=== Assignment ===
Lines in the data below that contain the word "this" are to be copied.

=== Data shown ===
━━━━━━━━━━

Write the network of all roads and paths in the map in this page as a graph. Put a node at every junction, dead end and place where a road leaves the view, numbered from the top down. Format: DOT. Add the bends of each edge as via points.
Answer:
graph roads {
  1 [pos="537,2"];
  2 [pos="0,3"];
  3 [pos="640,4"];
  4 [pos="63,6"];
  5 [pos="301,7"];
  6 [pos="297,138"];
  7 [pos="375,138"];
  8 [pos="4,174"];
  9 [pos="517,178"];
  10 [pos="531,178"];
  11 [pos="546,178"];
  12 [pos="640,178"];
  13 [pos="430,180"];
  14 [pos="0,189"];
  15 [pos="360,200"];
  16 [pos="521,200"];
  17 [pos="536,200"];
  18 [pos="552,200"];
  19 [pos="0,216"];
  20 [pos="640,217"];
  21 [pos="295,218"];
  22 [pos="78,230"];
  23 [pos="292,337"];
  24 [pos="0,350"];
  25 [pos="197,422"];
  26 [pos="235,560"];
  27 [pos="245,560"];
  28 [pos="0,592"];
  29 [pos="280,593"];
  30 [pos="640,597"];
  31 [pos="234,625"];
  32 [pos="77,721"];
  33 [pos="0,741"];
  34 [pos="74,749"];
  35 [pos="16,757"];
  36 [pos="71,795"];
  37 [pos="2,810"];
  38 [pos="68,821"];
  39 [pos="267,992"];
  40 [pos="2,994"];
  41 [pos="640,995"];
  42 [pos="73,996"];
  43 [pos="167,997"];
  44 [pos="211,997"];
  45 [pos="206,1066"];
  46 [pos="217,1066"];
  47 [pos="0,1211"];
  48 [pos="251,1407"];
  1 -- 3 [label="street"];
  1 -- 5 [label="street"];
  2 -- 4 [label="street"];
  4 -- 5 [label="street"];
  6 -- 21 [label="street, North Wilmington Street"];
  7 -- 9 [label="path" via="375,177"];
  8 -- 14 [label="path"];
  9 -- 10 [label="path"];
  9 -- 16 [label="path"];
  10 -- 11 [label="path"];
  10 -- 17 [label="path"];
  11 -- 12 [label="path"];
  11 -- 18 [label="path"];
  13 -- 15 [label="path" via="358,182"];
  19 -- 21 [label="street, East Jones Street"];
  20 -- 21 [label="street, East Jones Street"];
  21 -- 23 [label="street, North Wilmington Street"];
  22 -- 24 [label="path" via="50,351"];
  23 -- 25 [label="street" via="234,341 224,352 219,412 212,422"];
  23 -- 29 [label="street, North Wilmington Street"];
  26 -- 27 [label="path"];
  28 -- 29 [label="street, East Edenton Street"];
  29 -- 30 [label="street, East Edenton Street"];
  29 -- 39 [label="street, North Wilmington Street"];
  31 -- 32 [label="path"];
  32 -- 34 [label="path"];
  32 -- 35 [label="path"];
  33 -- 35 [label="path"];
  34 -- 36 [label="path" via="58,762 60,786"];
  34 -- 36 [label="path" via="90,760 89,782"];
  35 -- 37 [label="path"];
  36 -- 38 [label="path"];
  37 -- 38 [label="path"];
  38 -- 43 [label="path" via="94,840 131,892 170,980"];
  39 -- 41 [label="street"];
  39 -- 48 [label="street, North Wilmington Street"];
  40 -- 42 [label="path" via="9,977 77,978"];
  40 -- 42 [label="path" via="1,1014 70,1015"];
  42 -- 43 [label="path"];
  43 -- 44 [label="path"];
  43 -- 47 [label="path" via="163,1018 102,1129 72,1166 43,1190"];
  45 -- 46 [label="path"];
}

━━━━━━━━━━

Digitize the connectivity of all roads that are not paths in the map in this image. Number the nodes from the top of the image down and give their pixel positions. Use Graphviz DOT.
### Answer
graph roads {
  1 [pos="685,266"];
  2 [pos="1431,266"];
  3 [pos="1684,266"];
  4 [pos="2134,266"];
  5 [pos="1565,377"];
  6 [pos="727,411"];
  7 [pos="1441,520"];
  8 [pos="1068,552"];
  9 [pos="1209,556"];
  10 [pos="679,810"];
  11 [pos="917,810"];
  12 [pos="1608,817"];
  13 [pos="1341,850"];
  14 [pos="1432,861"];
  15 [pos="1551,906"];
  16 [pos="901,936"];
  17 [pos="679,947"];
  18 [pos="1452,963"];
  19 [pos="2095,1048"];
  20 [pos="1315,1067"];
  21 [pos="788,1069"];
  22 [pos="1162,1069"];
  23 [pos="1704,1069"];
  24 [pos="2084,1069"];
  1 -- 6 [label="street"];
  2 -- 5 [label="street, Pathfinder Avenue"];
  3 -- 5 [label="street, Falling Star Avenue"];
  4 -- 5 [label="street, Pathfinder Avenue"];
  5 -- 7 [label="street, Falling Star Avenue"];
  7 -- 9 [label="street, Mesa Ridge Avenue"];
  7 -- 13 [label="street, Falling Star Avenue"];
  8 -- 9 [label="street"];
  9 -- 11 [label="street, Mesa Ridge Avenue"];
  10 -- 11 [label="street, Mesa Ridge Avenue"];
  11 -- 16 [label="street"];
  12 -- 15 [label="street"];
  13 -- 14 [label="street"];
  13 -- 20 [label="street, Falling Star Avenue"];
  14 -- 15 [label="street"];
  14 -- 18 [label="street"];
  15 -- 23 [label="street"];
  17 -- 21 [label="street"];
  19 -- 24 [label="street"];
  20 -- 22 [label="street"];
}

━━━━━━━━━━

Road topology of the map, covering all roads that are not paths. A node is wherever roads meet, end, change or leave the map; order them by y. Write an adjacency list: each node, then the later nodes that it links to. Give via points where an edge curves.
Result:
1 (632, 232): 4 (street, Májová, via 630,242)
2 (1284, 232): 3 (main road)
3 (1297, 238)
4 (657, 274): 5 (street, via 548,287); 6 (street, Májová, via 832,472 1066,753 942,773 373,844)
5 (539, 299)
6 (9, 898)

━━━━━━━━━━

=== Problem solution ===
Write the network of all roads and paths in the map in this page as a graph. Put a node at every junction, dead end and place where a road leaves the view, numbered from the top down. Format: DOT. Add the bends of each edge as via points.
Digitize the connectivity of all roads that are not paths in the map in this image. Number the nodes from the top of the image down and give their pixel positions. Use Graphviz DOT.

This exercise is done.